* Problem requirements:
Look through the entries below and return all lines including the word "lineWidth".
BEGIN Task material
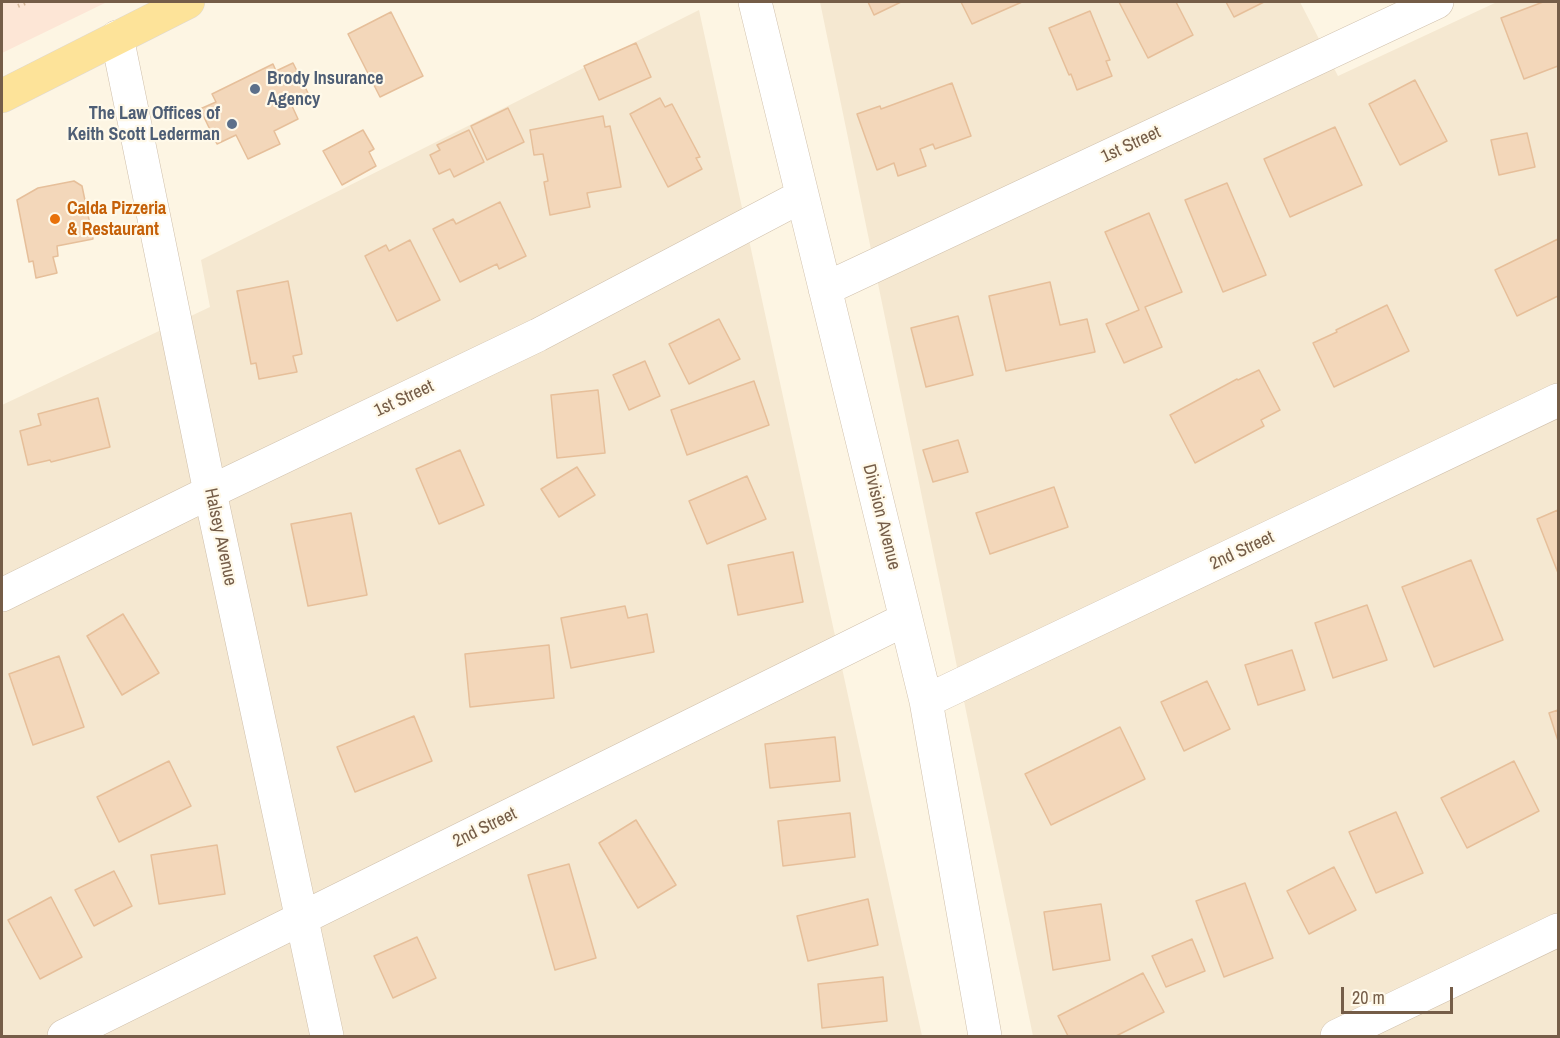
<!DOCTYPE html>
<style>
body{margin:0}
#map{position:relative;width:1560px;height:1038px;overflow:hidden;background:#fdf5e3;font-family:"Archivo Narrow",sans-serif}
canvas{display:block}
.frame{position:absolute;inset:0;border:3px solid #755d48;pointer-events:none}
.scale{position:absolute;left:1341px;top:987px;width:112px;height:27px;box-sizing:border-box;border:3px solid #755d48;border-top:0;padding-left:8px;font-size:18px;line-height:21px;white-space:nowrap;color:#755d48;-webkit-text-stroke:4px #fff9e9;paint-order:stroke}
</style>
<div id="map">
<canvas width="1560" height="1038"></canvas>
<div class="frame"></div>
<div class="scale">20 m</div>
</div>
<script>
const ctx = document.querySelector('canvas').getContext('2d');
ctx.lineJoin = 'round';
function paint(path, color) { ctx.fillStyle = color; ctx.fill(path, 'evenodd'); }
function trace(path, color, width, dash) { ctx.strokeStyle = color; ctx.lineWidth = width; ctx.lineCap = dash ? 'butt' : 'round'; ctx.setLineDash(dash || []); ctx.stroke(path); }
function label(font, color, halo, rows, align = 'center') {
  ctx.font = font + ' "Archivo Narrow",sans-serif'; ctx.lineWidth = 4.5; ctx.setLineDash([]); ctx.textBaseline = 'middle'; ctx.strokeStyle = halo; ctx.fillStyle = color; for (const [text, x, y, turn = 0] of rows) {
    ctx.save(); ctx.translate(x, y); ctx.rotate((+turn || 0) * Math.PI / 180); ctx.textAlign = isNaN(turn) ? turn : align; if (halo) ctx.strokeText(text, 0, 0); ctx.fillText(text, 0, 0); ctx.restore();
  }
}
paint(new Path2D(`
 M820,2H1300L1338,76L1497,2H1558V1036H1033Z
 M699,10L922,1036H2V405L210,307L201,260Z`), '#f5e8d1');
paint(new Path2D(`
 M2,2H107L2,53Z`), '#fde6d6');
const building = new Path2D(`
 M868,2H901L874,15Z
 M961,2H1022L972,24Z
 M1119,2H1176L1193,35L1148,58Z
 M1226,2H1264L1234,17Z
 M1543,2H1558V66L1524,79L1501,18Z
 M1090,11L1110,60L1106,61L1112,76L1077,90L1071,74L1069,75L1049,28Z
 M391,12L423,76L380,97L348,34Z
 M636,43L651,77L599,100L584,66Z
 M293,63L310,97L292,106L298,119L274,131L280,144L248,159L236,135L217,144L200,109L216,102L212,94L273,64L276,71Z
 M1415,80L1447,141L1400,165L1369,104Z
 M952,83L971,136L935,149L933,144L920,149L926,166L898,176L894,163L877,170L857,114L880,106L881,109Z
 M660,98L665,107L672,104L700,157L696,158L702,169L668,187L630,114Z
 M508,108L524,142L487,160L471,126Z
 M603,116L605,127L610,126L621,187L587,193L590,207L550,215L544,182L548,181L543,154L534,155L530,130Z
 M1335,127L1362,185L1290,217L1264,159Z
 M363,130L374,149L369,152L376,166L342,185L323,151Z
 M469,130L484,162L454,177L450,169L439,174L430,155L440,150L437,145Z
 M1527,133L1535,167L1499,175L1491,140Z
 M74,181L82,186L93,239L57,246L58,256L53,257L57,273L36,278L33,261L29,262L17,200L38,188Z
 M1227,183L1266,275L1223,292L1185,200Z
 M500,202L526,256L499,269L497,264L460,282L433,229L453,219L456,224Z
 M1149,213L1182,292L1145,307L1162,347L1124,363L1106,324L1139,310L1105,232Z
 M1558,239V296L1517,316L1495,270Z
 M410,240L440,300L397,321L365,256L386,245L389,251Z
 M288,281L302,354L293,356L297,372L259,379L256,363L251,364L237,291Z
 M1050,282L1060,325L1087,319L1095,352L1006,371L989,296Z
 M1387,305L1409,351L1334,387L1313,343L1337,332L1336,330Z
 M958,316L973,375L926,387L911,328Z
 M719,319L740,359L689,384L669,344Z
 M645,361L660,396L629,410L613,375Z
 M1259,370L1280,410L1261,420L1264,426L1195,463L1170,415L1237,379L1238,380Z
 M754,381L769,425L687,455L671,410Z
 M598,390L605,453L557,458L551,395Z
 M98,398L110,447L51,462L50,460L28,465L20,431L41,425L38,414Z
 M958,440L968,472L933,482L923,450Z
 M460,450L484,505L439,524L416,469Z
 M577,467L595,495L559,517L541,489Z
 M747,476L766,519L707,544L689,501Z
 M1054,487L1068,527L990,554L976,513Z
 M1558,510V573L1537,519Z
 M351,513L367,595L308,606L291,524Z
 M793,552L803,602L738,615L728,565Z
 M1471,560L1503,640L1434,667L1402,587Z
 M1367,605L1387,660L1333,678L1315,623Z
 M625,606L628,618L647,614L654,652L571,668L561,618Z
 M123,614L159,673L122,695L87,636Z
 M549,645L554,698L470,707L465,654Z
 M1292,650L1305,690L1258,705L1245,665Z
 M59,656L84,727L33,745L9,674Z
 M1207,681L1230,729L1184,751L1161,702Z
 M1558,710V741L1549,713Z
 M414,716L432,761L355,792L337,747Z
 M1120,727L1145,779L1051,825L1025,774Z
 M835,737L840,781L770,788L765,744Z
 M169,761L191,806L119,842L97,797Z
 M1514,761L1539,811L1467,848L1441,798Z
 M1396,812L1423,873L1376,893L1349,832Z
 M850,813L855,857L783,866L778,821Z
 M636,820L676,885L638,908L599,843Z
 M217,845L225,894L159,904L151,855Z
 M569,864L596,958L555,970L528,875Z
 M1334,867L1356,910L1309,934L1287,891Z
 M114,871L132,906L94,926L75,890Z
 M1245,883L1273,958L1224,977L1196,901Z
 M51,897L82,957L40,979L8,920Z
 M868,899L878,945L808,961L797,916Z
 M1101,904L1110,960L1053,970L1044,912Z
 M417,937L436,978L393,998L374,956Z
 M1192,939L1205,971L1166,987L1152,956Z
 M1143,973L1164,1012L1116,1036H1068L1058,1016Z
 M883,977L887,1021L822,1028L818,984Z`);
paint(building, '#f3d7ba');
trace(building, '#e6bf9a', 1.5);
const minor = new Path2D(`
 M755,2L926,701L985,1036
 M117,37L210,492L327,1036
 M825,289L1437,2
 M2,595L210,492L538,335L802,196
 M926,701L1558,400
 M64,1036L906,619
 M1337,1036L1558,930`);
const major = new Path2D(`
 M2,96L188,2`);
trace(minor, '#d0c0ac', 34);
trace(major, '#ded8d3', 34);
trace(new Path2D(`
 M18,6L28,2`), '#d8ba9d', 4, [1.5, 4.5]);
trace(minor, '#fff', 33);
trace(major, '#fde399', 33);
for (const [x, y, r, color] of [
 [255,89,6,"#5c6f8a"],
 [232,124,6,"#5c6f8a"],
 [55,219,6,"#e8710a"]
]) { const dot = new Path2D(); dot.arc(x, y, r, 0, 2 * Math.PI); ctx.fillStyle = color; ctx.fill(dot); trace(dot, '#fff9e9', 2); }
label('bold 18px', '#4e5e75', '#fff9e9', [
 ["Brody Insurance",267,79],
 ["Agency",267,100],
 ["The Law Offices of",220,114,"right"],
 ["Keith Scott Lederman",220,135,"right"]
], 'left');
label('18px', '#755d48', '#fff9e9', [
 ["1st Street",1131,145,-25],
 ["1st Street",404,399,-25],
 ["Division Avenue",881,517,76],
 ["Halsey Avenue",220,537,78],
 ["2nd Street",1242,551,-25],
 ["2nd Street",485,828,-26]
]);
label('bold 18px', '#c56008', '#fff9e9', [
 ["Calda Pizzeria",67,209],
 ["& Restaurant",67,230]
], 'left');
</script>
END Task material
* Result:
function trace(path, color, width, dash) { ctx.strokeStyle = color; ctx.lineWidth = width; ctx.lineCap = dash ? 'butt' : 'round'; ctx.setLineDash(dash || []); ctx.stroke(path); }
  ctx.font = font + ' "Archivo Narrow",sans-serif'; ctx.lineWidth = 4.5; ctx.setLineDash([]); ctx.textBaseline = 'middle'; ctx.strokeStyle = halo; ctx.fillStyle = color; for (const [text, x, y, turn = 0] of rows) {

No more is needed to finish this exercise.